As a result of our involvement the debt collection
company stopped sending faxes to the complainant’s
workplace. This prevented personal information about
the complainant being improperly disclosed.
ACPO have established rules
to govern the removal of conviction records from the PNC.
Many records, including
those involving
a crime of violence or a sentence of six months or more
are retained for life. We have always taken the view that
standard
retention periods are not a problem and, indeed are inevitable
given the number of records held on the PNC. But there
must be a willingness to depart from them where the circumstances
of a particular case warrant it. The two cases referred
to
by ACPO are examples of where the conviction details are
so old, and lack any degree of seriousness, that it is
hard to see any policing reason for continued retention.
Indeed,
none has been put forward to us. We issued preliminary
enforcement notices against the police forces concerned,
but at the request
of ACPO, delayed the issue of final notices to enable them
to re-examine their “weeding rules” to address
our concerns. ACPO’s response, which they put to
the Bichard Inquiry, has been to propose that all conviction
records, even those that would previously have been weeded
after say 10 or 20 years, should now be retained indefinitely.
We will revisit this matter now that the Bichard Inquiry
has reported and will decide if and how to take the preliminary
notices forward.
The Bichard Inquiry also focused
its attention on the data protection guidance available to
police forces.
In the
light of failings in Humberside, the Home Office set
up a Working
Group to review the available guidance. We have taken
an active role in this Working Group and support the direction
of its work.
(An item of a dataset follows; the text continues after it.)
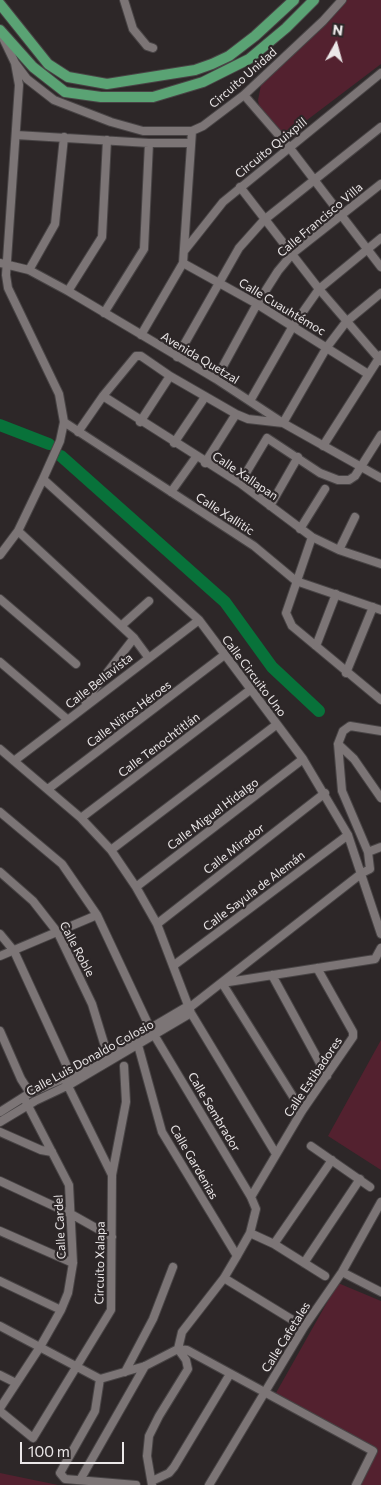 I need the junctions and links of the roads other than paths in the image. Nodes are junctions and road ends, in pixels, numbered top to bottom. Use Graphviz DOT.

We will take the conclusions of the Bichard
Inquiry into account in taking this work forward.
More generally,
we welcome the Bichard Inquiry’s rejection
of ACPO’s suggestion that we had influenced individual
police forces on occasions to the detriment of the Police
Service and vulnerable members of the community. But we
fully accept the Report’s conclusion that our relationship
with ACPO is an especially important one if data protection
is to be properly understood in the Police Service, and
that there needs to be a close and constructive relationship
if
confusion and uncertainty are to be avoided.
Proving
identity
An individual
wrote to the National Probation Service (NPS) because
he wanted access to his records. Initially
the NPS would not comply with the request because
they didn’t think the individual had proved
his identity satisfactorily. They asked him to prove
his identity by attending an NPS regional office
in person. The individual complained to us about
this. It is quite right to require those seeking
access to records to prove their identity.
However
we took the view that it was unreasonable to expect
people to attend NPS offices in person to prove their
identity, especially as some people might live along
way from an office. Following our involvement the
NPS provided the individual with a copy of his record
and introduced new identification procedures to ensure
that individuals wouldn’t have to attend an
NPS office in person to prove their identity.
Auditing and
inspecting
We have appointed a Senior Inspections Manager, the first
step in developing a dedicated audit and inspections function
within our Office. Building on our experience of auditing
Europol and the development of our audit manual we have,
by invitation, conducted a number of data protection audits
to assist in our objective of promoting good practice.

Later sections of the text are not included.